### YOUR ASSIGNMENT
In the listing below, find each line that holds "Remy" and list it.

··· SOURCE MATERIAL ···

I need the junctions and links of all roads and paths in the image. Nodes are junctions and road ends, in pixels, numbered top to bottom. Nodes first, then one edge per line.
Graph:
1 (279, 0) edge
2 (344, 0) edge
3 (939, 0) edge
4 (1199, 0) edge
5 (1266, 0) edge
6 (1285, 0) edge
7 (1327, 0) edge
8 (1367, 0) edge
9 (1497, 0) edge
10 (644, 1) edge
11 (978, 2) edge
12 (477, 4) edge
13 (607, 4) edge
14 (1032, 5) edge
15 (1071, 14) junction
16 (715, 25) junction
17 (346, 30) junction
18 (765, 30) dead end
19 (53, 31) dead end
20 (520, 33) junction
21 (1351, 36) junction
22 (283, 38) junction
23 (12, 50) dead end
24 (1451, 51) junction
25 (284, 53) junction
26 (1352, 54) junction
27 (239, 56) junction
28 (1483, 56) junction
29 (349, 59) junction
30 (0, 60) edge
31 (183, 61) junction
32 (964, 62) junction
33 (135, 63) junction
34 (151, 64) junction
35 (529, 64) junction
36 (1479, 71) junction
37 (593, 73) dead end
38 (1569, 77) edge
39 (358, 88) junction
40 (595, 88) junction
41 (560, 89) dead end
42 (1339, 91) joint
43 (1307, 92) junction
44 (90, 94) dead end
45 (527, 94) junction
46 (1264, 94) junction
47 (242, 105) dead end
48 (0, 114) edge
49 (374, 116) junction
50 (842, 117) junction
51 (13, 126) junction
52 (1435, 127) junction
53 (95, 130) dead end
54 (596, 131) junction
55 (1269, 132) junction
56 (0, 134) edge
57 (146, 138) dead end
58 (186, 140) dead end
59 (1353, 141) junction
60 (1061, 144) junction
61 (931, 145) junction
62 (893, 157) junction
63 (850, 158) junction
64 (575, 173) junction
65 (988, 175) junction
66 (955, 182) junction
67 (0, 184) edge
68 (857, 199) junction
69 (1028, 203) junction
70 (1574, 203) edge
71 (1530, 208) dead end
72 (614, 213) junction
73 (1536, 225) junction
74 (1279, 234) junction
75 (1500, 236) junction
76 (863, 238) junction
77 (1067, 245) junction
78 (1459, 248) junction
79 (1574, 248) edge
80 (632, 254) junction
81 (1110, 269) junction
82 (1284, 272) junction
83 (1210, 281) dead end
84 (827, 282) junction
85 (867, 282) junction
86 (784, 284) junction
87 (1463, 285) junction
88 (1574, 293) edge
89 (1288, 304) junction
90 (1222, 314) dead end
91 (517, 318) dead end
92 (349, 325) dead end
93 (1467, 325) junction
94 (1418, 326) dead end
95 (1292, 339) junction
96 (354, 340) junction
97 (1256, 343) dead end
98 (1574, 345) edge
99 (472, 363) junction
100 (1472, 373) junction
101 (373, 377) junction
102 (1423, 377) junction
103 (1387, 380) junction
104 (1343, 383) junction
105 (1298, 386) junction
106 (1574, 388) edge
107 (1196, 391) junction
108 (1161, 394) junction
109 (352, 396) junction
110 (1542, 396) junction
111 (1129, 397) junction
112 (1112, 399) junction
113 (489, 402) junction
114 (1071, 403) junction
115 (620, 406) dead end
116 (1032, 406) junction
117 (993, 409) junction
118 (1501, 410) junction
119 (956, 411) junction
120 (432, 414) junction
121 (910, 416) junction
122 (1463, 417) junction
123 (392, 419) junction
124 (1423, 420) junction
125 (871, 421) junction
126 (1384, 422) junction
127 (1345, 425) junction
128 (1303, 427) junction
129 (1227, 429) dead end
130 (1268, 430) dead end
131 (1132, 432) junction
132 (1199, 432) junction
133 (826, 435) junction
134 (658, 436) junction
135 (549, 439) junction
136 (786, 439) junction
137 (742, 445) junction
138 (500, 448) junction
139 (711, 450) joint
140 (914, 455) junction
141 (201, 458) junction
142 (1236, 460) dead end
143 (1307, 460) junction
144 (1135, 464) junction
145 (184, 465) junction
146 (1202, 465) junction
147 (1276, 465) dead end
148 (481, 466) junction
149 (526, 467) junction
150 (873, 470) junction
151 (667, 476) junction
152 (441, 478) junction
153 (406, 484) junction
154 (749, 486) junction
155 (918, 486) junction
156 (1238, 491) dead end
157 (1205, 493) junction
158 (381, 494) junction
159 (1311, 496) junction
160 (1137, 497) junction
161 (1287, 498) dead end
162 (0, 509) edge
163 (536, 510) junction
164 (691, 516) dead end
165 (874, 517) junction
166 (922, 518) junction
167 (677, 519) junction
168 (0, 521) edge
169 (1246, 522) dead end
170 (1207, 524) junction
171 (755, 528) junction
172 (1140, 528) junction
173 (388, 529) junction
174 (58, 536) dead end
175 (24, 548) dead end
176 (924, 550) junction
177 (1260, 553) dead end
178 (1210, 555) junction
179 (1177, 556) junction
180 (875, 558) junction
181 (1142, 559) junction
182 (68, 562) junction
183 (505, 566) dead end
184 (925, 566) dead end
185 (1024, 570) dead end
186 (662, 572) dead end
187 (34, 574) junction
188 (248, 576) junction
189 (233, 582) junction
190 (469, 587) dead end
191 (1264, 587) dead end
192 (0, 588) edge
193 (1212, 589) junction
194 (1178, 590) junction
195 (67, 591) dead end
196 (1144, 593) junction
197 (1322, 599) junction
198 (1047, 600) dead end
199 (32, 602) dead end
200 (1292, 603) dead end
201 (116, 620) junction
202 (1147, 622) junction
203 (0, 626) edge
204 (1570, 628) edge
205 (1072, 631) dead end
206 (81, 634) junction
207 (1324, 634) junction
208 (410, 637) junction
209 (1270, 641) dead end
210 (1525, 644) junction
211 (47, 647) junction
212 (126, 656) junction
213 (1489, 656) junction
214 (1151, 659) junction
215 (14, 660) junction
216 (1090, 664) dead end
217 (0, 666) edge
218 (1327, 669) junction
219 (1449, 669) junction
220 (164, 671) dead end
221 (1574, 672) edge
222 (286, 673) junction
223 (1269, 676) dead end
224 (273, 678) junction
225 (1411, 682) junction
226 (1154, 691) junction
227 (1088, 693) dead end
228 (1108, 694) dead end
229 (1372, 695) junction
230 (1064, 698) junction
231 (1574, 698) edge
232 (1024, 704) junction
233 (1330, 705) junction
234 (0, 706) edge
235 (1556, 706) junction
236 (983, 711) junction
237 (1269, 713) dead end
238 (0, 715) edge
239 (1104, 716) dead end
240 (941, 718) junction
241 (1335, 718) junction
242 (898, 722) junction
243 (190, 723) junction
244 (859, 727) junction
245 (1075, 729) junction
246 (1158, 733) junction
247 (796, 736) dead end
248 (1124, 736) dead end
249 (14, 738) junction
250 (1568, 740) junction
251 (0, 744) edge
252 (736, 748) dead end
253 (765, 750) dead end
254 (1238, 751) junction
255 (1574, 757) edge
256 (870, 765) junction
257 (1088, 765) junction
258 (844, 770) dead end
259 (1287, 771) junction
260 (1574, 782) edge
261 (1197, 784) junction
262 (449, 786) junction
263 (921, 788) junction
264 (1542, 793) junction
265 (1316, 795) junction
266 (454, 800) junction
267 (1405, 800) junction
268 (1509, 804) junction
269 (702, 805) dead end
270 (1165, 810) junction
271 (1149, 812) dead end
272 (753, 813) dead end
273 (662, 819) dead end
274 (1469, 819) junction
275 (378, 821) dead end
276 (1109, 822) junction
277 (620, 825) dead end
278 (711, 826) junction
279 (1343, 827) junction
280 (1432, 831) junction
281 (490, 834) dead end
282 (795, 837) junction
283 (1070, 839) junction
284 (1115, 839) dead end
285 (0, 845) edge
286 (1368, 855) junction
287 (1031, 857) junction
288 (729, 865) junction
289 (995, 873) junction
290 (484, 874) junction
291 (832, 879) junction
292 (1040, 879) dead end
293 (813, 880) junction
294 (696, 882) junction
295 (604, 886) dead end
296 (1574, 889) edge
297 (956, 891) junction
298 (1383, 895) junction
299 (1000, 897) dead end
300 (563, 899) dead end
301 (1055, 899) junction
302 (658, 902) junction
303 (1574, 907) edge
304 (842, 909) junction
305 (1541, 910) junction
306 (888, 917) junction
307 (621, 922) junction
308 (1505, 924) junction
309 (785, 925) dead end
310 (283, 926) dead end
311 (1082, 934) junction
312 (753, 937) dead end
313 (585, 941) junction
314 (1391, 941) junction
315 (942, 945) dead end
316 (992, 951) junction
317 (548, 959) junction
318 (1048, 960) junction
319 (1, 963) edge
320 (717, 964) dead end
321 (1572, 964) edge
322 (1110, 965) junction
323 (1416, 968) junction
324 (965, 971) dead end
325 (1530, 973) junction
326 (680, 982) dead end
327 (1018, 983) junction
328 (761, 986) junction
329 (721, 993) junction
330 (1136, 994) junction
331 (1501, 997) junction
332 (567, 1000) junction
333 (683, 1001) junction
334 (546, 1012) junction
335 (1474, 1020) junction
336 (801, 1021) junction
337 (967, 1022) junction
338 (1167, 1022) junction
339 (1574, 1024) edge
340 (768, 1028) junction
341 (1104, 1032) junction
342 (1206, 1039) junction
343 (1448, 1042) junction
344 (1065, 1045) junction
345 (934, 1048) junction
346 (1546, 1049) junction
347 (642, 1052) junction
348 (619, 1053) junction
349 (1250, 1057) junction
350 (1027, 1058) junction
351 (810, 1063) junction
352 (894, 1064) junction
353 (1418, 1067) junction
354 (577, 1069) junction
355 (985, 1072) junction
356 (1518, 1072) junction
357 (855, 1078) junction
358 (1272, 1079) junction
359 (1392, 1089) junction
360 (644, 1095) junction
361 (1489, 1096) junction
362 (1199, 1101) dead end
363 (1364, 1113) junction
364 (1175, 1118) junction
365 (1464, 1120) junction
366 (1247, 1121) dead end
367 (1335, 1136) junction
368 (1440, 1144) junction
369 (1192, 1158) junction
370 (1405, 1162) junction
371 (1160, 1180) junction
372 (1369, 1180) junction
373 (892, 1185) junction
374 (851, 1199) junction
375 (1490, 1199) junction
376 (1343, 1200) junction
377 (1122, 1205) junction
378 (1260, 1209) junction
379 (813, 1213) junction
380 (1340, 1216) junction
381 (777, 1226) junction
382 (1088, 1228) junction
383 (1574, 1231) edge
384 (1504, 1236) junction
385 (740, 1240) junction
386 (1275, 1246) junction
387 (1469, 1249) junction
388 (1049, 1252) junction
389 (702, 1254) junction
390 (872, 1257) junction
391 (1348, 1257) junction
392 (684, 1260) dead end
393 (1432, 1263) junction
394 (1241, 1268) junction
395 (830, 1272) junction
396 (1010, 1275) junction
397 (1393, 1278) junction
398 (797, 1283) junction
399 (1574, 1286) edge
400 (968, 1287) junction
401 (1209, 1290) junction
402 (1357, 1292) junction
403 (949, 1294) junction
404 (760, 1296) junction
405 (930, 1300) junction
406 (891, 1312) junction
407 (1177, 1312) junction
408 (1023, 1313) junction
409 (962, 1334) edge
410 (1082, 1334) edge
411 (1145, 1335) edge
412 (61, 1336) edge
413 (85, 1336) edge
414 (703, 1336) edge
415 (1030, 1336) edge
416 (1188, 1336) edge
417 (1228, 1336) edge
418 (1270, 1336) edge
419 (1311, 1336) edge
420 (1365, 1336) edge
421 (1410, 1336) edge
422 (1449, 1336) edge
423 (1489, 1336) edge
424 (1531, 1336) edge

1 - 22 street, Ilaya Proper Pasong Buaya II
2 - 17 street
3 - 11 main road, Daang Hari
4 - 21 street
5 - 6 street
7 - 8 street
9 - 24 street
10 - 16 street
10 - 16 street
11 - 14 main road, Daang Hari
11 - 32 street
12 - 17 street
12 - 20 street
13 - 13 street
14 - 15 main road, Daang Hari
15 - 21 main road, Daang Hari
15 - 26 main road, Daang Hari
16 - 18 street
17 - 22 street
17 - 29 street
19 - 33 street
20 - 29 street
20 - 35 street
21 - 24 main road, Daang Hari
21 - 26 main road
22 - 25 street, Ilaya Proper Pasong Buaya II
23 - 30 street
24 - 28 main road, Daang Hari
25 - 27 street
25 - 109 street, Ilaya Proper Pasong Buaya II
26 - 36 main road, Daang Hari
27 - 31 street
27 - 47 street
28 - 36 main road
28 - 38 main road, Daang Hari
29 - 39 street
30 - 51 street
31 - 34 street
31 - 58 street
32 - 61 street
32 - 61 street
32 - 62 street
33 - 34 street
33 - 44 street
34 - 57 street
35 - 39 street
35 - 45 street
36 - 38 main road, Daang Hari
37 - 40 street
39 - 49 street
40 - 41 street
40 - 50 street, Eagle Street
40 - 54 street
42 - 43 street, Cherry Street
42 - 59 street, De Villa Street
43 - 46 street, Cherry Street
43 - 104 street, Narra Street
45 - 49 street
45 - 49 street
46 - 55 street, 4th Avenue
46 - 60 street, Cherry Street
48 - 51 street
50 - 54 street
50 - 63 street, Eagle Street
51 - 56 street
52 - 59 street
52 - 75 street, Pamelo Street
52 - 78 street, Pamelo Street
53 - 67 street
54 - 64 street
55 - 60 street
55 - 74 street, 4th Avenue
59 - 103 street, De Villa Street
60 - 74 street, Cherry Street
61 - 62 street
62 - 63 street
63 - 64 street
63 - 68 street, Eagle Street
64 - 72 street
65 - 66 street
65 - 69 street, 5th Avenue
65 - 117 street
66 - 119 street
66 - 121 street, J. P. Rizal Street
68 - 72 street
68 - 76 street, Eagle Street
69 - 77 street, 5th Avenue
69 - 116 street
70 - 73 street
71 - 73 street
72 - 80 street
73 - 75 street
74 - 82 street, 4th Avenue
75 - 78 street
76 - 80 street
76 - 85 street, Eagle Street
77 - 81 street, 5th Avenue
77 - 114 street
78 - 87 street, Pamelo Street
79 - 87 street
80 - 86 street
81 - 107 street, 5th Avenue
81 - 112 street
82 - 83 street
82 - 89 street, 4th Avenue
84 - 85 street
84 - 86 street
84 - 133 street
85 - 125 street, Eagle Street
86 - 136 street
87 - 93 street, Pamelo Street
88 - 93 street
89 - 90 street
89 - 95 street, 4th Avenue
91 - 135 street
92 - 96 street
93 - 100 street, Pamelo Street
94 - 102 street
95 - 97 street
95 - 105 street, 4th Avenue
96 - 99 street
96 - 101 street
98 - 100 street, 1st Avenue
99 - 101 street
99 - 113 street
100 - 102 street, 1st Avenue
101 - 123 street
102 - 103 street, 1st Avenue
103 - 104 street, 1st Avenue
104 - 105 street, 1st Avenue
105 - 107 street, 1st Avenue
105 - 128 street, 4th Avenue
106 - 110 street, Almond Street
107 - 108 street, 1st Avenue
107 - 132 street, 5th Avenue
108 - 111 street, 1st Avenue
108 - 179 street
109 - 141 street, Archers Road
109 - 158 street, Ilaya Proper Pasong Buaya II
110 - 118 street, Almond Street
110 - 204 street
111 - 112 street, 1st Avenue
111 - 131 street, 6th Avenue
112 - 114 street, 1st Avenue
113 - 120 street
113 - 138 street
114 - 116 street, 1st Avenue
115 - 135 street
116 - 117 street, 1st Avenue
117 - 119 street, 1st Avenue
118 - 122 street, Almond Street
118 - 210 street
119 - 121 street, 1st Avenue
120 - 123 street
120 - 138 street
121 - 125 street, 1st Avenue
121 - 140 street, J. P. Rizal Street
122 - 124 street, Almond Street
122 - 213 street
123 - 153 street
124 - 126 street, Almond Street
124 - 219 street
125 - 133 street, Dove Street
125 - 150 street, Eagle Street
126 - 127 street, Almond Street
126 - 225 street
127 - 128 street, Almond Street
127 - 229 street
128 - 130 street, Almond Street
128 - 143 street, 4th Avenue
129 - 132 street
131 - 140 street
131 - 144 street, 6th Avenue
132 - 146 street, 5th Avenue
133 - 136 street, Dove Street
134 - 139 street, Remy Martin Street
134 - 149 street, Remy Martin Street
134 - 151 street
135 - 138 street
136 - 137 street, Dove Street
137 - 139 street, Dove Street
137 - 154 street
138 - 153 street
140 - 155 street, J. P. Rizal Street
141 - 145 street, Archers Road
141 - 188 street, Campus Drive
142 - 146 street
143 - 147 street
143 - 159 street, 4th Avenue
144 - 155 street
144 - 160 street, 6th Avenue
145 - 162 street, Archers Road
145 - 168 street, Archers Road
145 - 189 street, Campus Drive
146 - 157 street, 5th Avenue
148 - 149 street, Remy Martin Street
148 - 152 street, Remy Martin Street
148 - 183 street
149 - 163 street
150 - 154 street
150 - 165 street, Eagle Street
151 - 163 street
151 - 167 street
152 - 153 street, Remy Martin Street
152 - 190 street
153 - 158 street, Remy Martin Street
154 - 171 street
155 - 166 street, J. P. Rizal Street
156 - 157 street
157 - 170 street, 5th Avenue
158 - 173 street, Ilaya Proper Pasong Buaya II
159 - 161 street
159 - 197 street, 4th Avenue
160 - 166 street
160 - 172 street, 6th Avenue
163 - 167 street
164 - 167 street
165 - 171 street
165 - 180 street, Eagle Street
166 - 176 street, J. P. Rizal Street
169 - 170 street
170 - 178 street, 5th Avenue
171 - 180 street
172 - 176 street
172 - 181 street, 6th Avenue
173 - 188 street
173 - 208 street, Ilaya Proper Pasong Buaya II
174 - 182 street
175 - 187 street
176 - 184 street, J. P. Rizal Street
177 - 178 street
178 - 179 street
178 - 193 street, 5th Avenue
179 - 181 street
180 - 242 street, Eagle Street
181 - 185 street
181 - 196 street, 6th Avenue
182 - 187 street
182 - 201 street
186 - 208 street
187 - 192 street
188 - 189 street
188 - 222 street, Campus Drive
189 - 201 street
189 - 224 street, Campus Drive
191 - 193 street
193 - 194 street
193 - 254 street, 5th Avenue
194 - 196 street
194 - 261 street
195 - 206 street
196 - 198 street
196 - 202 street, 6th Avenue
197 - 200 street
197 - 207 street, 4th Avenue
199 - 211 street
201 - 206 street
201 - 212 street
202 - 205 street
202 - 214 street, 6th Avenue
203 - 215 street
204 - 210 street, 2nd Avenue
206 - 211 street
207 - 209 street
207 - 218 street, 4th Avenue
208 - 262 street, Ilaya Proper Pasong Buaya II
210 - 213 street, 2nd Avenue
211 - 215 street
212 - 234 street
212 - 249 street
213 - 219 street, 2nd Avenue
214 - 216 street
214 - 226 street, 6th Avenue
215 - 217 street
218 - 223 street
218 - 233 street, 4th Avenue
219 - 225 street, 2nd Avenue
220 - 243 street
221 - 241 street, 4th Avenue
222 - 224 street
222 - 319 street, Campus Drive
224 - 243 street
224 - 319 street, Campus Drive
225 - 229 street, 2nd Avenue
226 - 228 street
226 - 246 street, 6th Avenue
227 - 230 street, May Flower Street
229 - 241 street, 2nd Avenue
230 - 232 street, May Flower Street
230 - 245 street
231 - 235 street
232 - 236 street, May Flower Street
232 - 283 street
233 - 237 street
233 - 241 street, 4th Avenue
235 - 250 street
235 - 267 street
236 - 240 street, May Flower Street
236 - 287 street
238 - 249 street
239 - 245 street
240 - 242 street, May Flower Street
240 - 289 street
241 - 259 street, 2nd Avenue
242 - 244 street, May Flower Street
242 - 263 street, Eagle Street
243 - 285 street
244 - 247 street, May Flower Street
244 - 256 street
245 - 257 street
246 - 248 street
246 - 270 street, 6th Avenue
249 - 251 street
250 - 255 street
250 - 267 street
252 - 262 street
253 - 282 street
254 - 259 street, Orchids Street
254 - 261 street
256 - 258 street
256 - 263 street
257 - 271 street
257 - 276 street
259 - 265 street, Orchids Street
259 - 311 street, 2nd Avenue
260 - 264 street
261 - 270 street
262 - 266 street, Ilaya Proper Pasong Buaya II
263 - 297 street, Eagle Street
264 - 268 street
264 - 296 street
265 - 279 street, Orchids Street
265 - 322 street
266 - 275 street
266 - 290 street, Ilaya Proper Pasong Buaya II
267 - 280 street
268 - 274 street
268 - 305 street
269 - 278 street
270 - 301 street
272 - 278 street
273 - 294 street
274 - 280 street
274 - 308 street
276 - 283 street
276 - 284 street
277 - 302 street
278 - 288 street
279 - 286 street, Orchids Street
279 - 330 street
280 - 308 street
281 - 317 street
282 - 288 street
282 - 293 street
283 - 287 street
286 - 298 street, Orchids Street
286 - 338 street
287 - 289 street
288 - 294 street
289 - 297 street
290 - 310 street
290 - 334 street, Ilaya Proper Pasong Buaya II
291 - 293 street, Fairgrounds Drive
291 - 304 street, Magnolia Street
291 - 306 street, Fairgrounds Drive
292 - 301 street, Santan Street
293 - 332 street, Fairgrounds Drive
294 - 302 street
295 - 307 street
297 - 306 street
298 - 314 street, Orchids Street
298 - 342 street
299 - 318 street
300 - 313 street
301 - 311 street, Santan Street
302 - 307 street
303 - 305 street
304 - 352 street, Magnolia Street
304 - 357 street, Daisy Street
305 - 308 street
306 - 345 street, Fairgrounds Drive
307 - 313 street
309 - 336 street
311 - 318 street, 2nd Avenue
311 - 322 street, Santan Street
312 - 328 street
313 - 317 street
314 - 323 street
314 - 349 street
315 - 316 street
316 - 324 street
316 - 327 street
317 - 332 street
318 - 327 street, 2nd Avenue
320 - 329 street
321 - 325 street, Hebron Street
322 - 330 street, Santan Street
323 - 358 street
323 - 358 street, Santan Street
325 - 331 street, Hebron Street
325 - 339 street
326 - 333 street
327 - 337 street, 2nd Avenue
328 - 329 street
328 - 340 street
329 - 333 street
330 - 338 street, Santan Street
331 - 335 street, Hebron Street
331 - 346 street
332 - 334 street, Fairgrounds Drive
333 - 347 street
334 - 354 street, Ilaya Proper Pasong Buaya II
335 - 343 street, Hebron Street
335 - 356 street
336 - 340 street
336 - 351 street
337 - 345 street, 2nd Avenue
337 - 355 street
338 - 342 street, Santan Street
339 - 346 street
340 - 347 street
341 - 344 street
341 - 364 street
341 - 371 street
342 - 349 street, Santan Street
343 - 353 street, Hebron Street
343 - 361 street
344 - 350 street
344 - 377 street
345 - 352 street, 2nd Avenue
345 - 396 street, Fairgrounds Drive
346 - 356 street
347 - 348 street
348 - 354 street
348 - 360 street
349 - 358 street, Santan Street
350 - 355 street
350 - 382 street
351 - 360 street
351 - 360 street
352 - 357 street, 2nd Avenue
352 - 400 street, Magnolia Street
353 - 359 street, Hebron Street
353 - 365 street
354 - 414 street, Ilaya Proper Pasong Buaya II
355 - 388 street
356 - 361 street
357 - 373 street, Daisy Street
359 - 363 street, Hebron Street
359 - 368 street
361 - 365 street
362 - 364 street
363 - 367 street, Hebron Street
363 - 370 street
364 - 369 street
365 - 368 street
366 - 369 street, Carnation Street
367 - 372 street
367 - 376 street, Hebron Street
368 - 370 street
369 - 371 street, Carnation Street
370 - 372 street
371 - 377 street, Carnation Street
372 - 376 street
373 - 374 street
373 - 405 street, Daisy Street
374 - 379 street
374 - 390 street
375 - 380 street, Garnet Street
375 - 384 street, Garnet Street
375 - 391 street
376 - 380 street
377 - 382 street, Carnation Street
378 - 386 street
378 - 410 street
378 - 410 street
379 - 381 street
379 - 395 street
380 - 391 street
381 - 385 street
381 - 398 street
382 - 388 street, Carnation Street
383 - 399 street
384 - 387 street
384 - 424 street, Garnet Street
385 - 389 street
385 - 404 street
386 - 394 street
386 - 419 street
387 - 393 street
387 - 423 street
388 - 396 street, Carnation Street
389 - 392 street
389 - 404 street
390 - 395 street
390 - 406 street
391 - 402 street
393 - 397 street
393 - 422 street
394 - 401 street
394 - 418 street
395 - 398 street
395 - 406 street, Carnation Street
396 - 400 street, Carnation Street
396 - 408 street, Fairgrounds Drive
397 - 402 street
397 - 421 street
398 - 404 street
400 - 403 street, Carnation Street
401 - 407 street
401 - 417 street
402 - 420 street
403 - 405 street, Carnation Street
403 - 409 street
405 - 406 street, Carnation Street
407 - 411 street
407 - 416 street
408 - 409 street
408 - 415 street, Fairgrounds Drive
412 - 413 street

···

### ANSWER TO THIS PROBLEM
134 - 139 street, Remy Martin Street
134 - 149 street, Remy Martin Street
148 - 149 street, Remy Martin Street
148 - 152 street, Remy Martin Street
152 - 153 street, Remy Martin Street
153 - 158 street, Remy Martin Street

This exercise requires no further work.